(Exercise):
Repeat what the lines below say, word for word, and skip every image.
#####
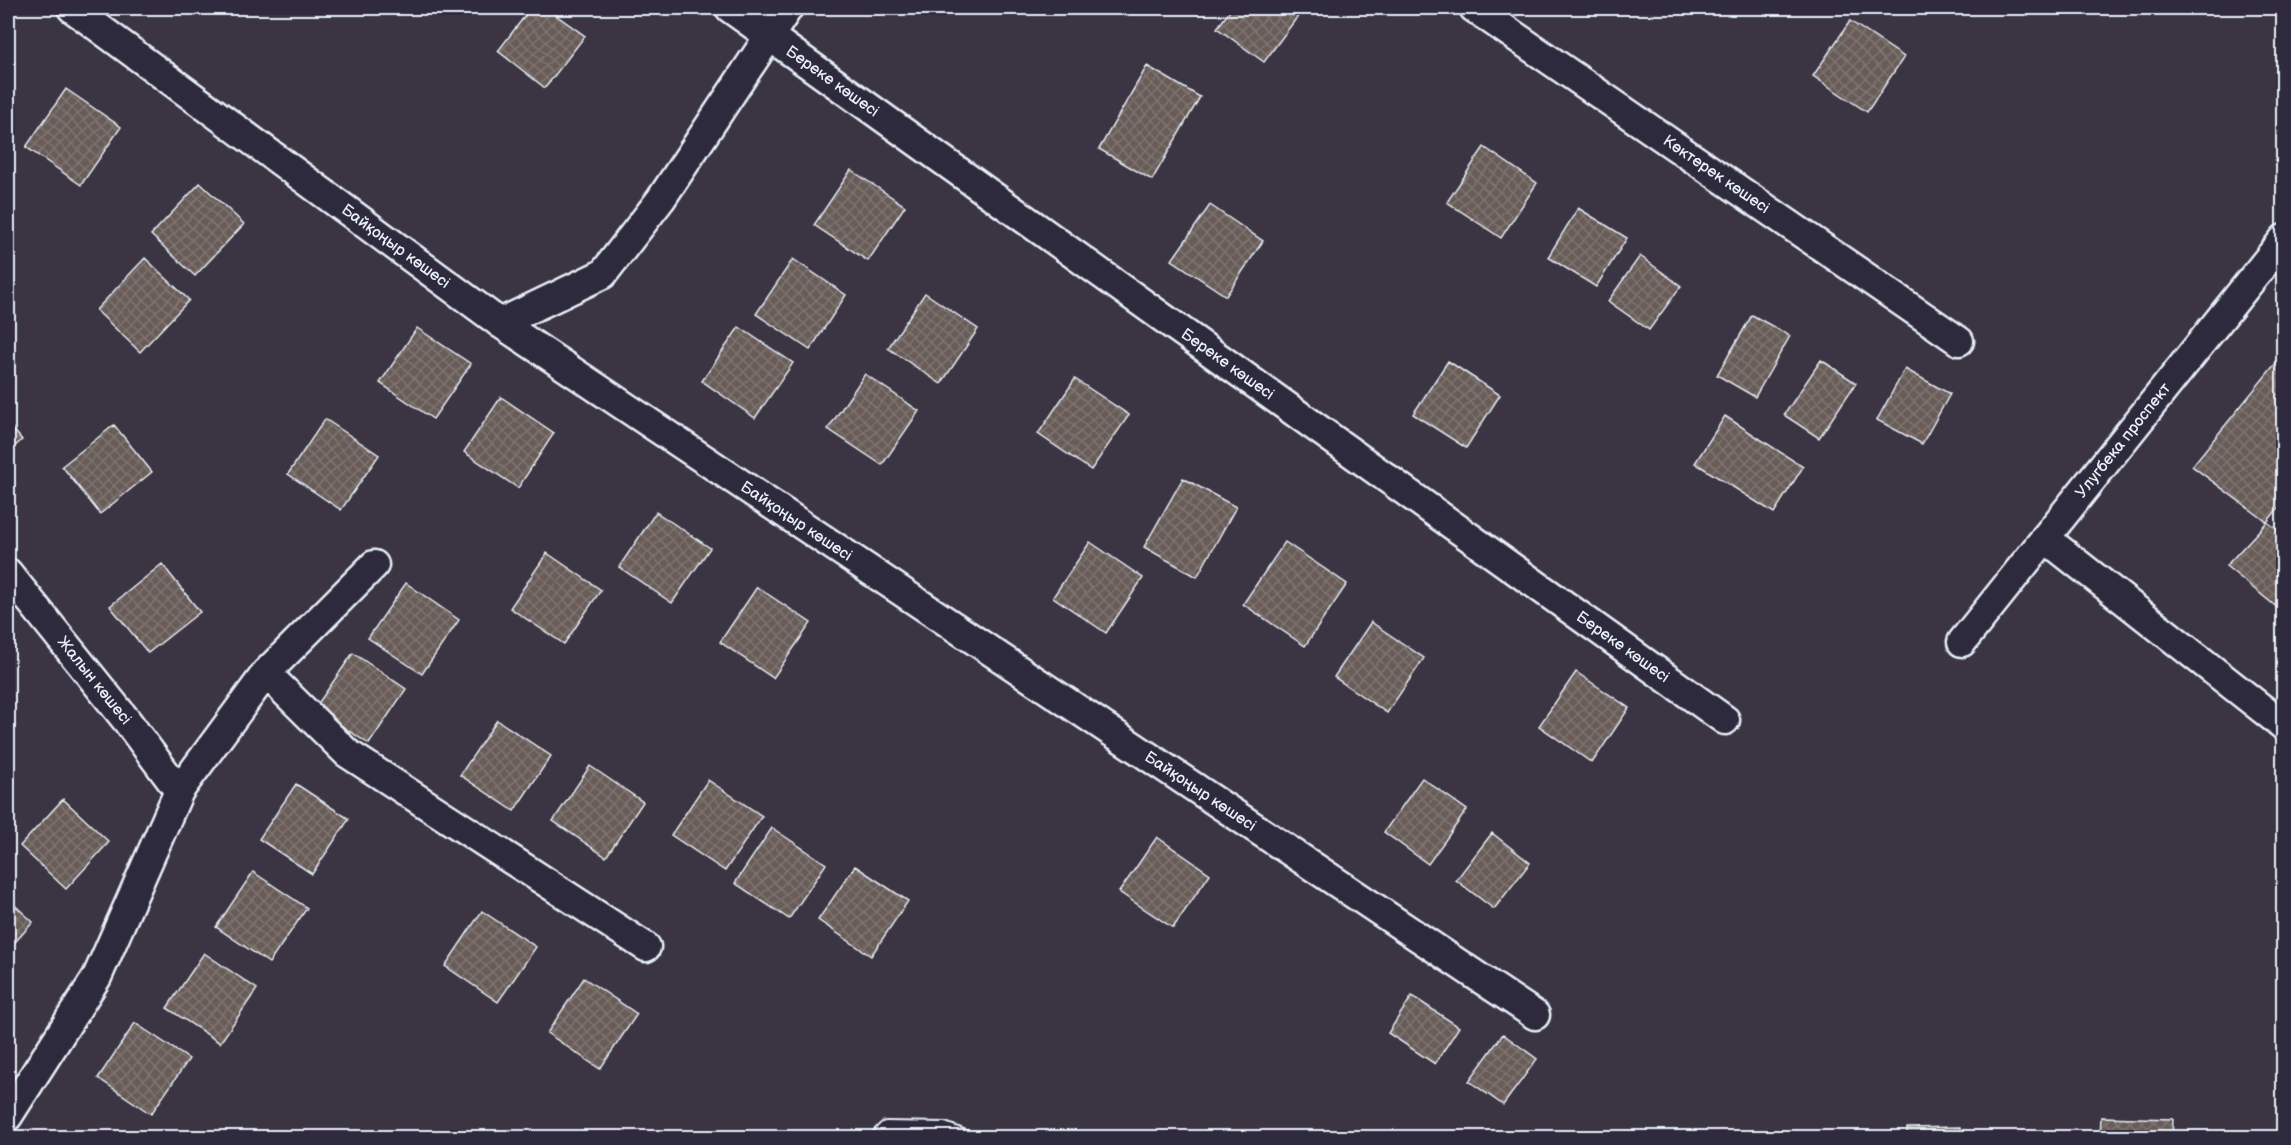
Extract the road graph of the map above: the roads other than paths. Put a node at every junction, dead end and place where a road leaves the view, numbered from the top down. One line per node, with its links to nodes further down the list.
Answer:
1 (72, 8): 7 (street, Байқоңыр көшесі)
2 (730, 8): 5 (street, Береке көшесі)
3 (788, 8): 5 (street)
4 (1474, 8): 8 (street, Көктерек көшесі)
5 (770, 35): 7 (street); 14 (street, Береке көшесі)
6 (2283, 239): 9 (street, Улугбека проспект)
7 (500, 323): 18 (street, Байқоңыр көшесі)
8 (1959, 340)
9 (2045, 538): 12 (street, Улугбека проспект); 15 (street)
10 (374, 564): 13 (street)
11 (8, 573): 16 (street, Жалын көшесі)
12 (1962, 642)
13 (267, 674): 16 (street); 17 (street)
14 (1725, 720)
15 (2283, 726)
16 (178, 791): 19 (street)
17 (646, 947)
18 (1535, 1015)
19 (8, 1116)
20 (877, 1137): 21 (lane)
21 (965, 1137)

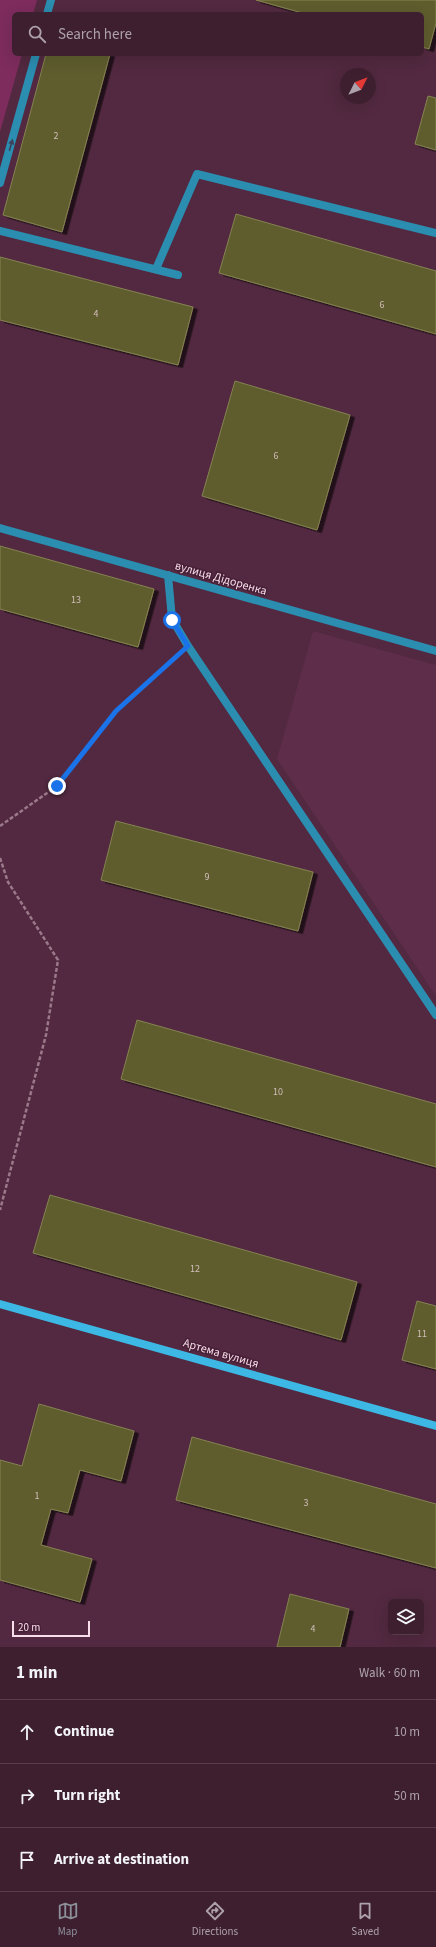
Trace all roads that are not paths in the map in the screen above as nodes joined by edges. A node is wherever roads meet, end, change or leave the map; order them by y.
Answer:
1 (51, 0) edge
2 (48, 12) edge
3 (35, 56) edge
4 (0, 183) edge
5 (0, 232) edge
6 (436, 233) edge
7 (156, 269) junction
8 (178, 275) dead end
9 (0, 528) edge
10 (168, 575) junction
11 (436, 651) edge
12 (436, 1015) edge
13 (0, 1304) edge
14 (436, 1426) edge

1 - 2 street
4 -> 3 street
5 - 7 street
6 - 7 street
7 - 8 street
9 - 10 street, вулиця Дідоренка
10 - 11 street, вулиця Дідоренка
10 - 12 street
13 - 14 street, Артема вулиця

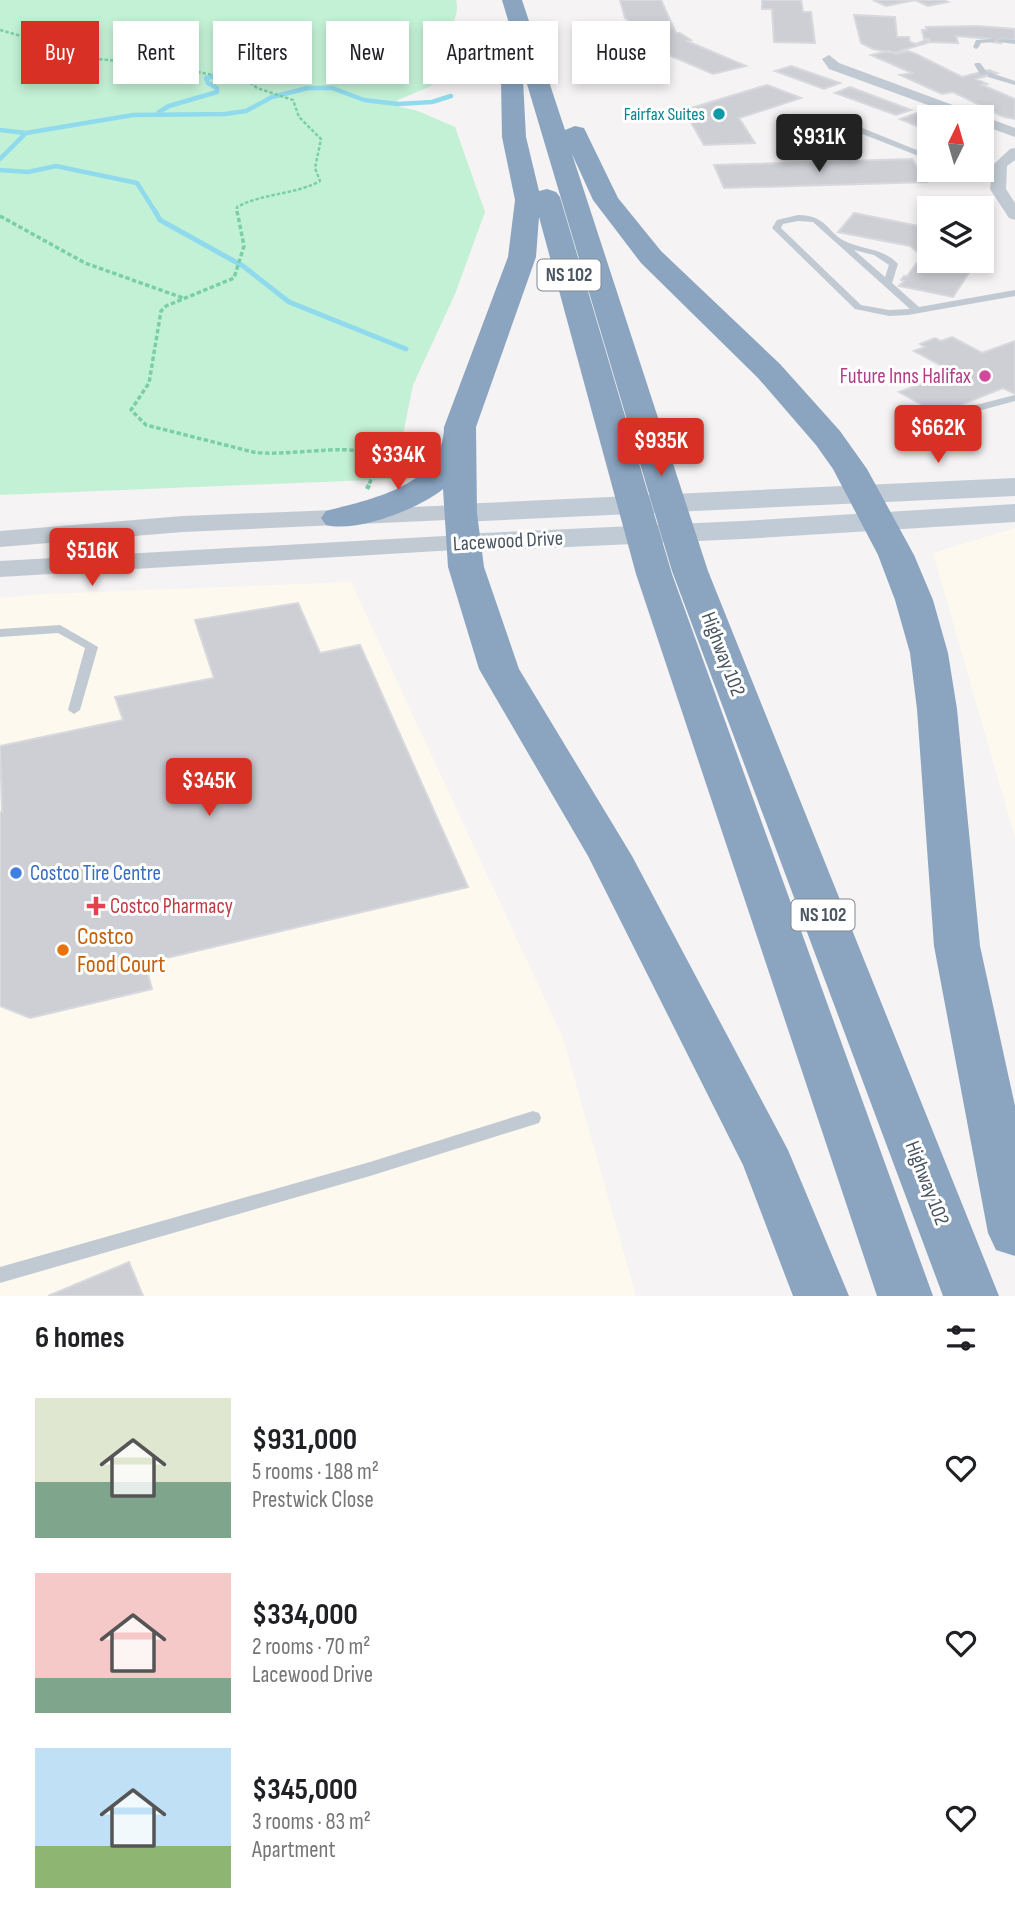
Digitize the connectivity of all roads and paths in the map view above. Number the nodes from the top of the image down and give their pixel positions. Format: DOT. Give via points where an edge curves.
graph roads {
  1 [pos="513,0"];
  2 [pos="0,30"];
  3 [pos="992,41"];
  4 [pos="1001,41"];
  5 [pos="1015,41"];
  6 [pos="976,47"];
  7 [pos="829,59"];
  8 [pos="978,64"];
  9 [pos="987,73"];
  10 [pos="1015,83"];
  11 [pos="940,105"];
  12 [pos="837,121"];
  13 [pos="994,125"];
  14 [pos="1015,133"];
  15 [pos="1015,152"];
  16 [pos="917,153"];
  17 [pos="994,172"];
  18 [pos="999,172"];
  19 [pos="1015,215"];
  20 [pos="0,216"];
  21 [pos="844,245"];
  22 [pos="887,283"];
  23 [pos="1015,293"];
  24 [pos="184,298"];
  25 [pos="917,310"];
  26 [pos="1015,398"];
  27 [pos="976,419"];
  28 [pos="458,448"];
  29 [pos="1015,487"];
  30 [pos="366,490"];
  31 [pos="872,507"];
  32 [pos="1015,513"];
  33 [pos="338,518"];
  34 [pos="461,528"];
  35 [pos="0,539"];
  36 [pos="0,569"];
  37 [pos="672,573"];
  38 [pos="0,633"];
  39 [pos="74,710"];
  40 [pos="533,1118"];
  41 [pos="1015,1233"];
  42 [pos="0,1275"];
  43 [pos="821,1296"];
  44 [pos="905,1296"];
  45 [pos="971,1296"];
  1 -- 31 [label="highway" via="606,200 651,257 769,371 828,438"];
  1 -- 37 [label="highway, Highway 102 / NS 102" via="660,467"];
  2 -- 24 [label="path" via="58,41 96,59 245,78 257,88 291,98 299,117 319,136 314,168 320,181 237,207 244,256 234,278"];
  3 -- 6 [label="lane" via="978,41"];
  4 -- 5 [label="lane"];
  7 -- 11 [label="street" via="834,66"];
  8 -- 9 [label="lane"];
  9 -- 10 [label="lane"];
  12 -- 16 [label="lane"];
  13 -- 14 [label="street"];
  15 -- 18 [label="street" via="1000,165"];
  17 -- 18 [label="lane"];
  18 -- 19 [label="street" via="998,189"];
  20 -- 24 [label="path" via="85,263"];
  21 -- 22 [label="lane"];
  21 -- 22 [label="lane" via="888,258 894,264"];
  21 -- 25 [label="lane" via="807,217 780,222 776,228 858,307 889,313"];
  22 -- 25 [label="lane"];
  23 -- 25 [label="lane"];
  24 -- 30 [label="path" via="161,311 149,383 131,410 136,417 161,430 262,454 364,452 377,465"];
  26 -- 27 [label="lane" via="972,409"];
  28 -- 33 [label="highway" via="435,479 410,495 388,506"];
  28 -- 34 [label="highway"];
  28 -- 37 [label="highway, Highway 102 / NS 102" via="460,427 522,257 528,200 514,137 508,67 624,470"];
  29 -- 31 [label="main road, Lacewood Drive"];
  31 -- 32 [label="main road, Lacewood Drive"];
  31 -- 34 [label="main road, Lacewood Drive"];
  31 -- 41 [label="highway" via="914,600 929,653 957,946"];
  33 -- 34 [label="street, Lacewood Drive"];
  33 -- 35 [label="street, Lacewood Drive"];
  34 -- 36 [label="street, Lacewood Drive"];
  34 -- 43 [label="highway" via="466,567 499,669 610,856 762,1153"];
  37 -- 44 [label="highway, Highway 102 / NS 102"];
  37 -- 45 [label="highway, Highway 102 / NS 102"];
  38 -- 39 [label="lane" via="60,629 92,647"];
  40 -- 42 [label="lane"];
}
#####
(Answer section):
Extract the road graph of the map above: the roads other than paths. Put a node at every junction, dead end and place where a road leaves the view, numbered from the top down. One line per node, with its links to nodes further down the list.
Answer:
1 (72, 8): 7 (street, Байқоңыр көшесі)
2 (730, 8): 5 (street, Береке көшесі)
3 (788, 8): 5 (street)
4 (1474, 8): 8 (street, Көктерек көшесі)
5 (770, 35): 7 (street); 14 (street, Береке көшесі)
6 (2283, 239): 9 (street, Улугбека проспект)
7 (500, 323): 18 (street, Байқоңыр көшесі)
8 (1959, 340)
9 (2045, 538): 12 (street, Улугбека проспект); 15 (street)
10 (374, 564): 13 (street)
11 (8, 573): 16 (street, Жалын көшесі)
12 (1962, 642)
13 (267, 674): 16 (street); 17 (street)
14 (1725, 720)
15 (2283, 726)
16 (178, 791): 19 (street)
17 (646, 947)
18 (1535, 1015)
19 (8, 1116)
20 (877, 1137): 21 (lane)
21 (965, 1137)

Trace all roads that are not paths in the map in the screen above as nodes joined by edges. A node is wherever roads meet, end, change or leave the map; order them by y.
Answer:
1 (51, 0) edge
2 (48, 12) edge
3 (35, 56) edge
4 (0, 183) edge
5 (0, 232) edge
6 (436, 233) edge
7 (156, 269) junction
8 (178, 275) dead end
9 (0, 528) edge
10 (168, 575) junction
11 (436, 651) edge
12 (436, 1015) edge
13 (0, 1304) edge
14 (436, 1426) edge

1 - 2 street
4 -> 3 street
5 - 7 street
6 - 7 street
7 - 8 street
9 - 10 street, вулиця Дідоренка
10 - 11 street, вулиця Дідоренка
10 - 12 street
13 - 14 street, Артема вулиця

Digitize the connectivity of all roads and paths in the map view above. Number the nodes from the top of the image down and give their pixel positions. Format: DOT. Give via points where an edge curves.
graph roads {
  1 [pos="513,0"];
  2 [pos="0,30"];
  3 [pos="992,41"];
  4 [pos="1001,41"];
  5 [pos="1015,41"];
  6 [pos="976,47"];
  7 [pos="829,59"];
  8 [pos="978,64"];
  9 [pos="987,73"];
  10 [pos="1015,83"];
  11 [pos="940,105"];
  12 [pos="837,121"];
  13 [pos="994,125"];
  14 [pos="1015,133"];
  15 [pos="1015,152"];
  16 [pos="917,153"];
  17 [pos="994,172"];
  18 [pos="999,172"];
  19 [pos="1015,215"];
  20 [pos="0,216"];
  21 [pos="844,245"];
  22 [pos="887,283"];
  23 [pos="1015,293"];
  24 [pos="184,298"];
  25 [pos="917,310"];
  26 [pos="1015,398"];
  27 [pos="976,419"];
  28 [pos="458,448"];
  29 [pos="1015,487"];
  30 [pos="366,490"];
  31 [pos="872,507"];
  32 [pos="1015,513"];
  33 [pos="338,518"];
  34 [pos="461,528"];
  35 [pos="0,539"];
  36 [pos="0,569"];
  37 [pos="672,573"];
  38 [pos="0,633"];
  39 [pos="74,710"];
  40 [pos="533,1118"];
  41 [pos="1015,1233"];
  42 [pos="0,1275"];
  43 [pos="821,1296"];
  44 [pos="905,1296"];
  45 [pos="971,1296"];
  1 -- 31 [label="highway" via="606,200 651,257 769,371 828,438"];
  1 -- 37 [label="highway, Highway 102 / NS 102" via="660,467"];
  2 -- 24 [label="path" via="58,41 96,59 245,78 257,88 291,98 299,117 319,136 314,168 320,181 237,207 244,256 234,278"];
  3 -- 6 [label="lane" via="978,41"];
  4 -- 5 [label="lane"];
  7 -- 11 [label="street" via="834,66"];
  8 -- 9 [label="lane"];
  9 -- 10 [label="lane"];
  12 -- 16 [label="lane"];
  13 -- 14 [label="street"];
  15 -- 18 [label="street" via="1000,165"];
  17 -- 18 [label="lane"];
  18 -- 19 [label="street" via="998,189"];
  20 -- 24 [label="path" via="85,263"];
  21 -- 22 [label="lane"];
  21 -- 22 [label="lane" via="888,258 894,264"];
  21 -- 25 [label="lane" via="807,217 780,222 776,228 858,307 889,313"];
  22 -- 25 [label="lane"];
  23 -- 25 [label="lane"];
  24 -- 30 [label="path" via="161,311 149,383 131,410 136,417 161,430 262,454 364,452 377,465"];
  26 -- 27 [label="lane" via="972,409"];
  28 -- 33 [label="highway" via="435,479 410,495 388,506"];
  28 -- 34 [label="highway"];
  28 -- 37 [label="highway, Highway 102 / NS 102" via="460,427 522,257 528,200 514,137 508,67 624,470"];
  29 -- 31 [label="main road, Lacewood Drive"];
  31 -- 32 [label="main road, Lacewood Drive"];
  31 -- 34 [label="main road, Lacewood Drive"];
  31 -- 41 [label="highway" via="914,600 929,653 957,946"];
  33 -- 34 [label="street, Lacewood Drive"];
  33 -- 35 [label="street, Lacewood Drive"];
  34 -- 36 [label="street, Lacewood Drive"];
  34 -- 43 [label="highway" via="466,567 499,669 610,856 762,1153"];
  37 -- 44 [label="highway, Highway 102 / NS 102"];
  37 -- 45 [label="highway, Highway 102 / NS 102"];
  38 -- 39 [label="lane" via="60,629 92,647"];
  40 -- 42 [label="lane"];
}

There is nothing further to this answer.